On Mar 14, 9:05*pm, Harald Gentexeater wrote:
I'm a suicidal pilot and I want to kill myself
by flying into a mountain.

How can I fly into a mountain, so that I will
die for sure???


This guy wrote the book on mountian flying...

Force joins search for missing Helena airplane and pilot
BY MARTIN J. KIDSTON
Independent Record

UPDATED 1:45 p.m.
A search and rescue crew from Malmstrom Air Force Base arrived in
Helena shortly after noon today to join the hunt for a missing Helena
pilot and his plane.

Sparky Imeson's Cessna 180 disappeared from radar in rugged terrain
roughly 18 miles northwest of Bozeman around 2:30 p.m. Tuesday.

Search crews with the Montana Department of Transportation's
aeronautics division spent this morning searching the east slope of
the Elkhorn Mountains, where a cellular tower picked up a signal from
Imeson's phone shortly after the plane dropped off Bozeman radar.

"For the phone to receive that call, he'd have to be in that general
location," said Mike Rogan, aviation support officer for MDT. "It was
the closest tower. Someone tried to call him, but no one answered."
Rogan, along with Jeanne MacPherson, the bureau chief coordinator for
MDT, went out Tuesday night after getting word of the plane's
disappearance.

The department's search plane is specially equipped to spot an
Emergency Locator Transmitter, or ELT, which acti-vates when an
aircraft goes down.

"We went out immediately and did a route search," MacPherson said. "We
went to Bozeman, landed, and flew the route back."

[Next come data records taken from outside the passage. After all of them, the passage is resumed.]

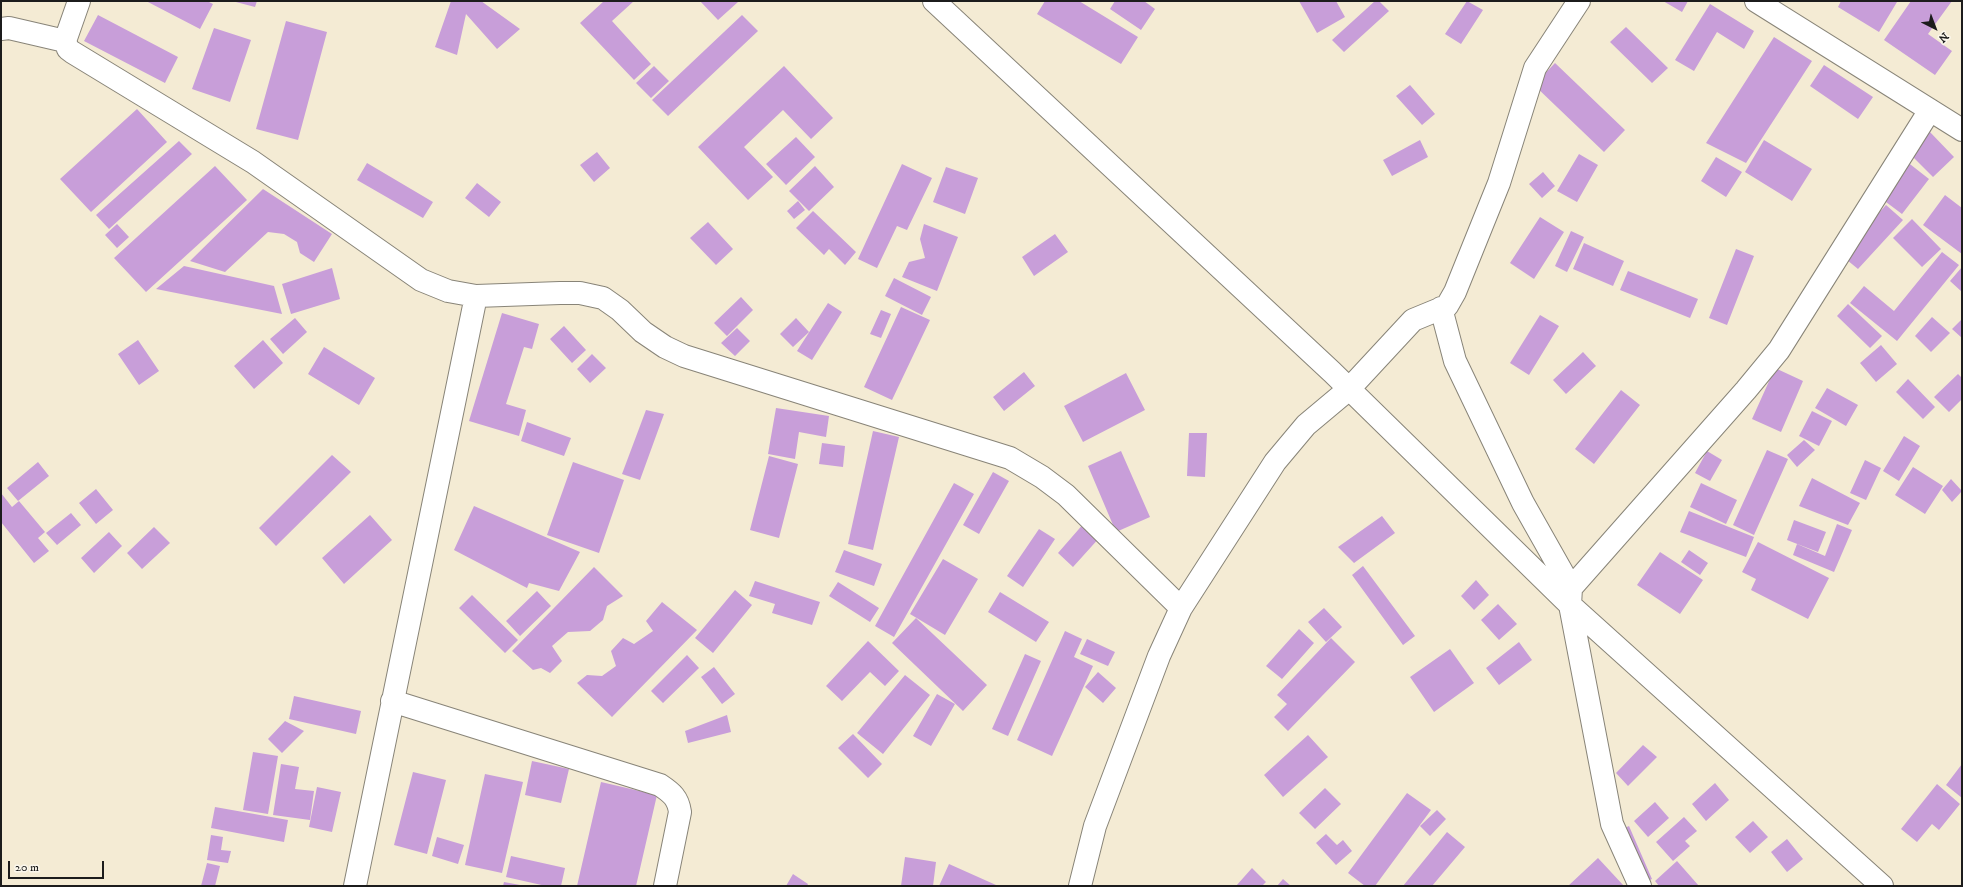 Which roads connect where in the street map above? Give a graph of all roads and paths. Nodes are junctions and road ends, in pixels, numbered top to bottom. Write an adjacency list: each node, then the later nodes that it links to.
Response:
1 (78, 1): 6 (street)
2 (934, 1): 11 (street)
3 (1578, 1): 10 (street)
4 (1756, 1): 7 (street)
5 (1, 29): 6 (street)
6 (65, 41): 9 (street)
7 (1930, 110): 8 (street); 12 (street)
8 (1962, 130)
9 (476, 296): 13 (street); 14 (street)
10 (1442, 308): 11 (street); 12 (street)
11 (1349, 389): 12 (street); 13 (street)
12 (1571, 596): 18 (street); 19 (street)
13 (1181, 608): 17 (street)
14 (392, 701): 15 (street); 16 (street)
15 (355, 886)
16 (665, 886)
17 (1080, 886)
18 (1640, 886)
19 (1882, 886)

MDT launched several aircraft early this morning hoping good
visibility would reveal the aircraft.

Rogan said the search is being concentrated on the east slope of the
Elkhorn Mountains, in particular, a deep drainage cut by Beaver Creek.

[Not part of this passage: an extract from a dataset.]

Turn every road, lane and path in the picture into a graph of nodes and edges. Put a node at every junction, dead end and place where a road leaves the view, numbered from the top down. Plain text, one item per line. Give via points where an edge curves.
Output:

Rogan and Ken Wilhelm, an air mechanic with MDT, flew one of this
morning's missions. Other aircraft from Bozeman joined the hunt.

"You're looking for an airplane that could be in the trees," Wilhelm
said. "It's all snow in here. You've got standing lodgepole trees.
You've got downed trees. You've got short trees. Anything that looks
straight on the ground, you look at it again, and you see two trees
lying at 90 degrees."

The aeronautics division is a busy yet somber place today. Most of the
searchers know Imeson. They notified both Lewis and Clark and
Broadwater county sheriff offices of the pilot's disappearance.

MacPherson said Imeson had not filed a flight plan before leaving
Bozeman on Tuesday afternoon. Montana pilots only need to do so if
traveling more than 250 nautical miles.

But radar suggests that Imeson was flying a direct route between
Bozeman and Helena, one that would have taken him over the Horseshoe
Hills near the south end of the Big Belt Mountains.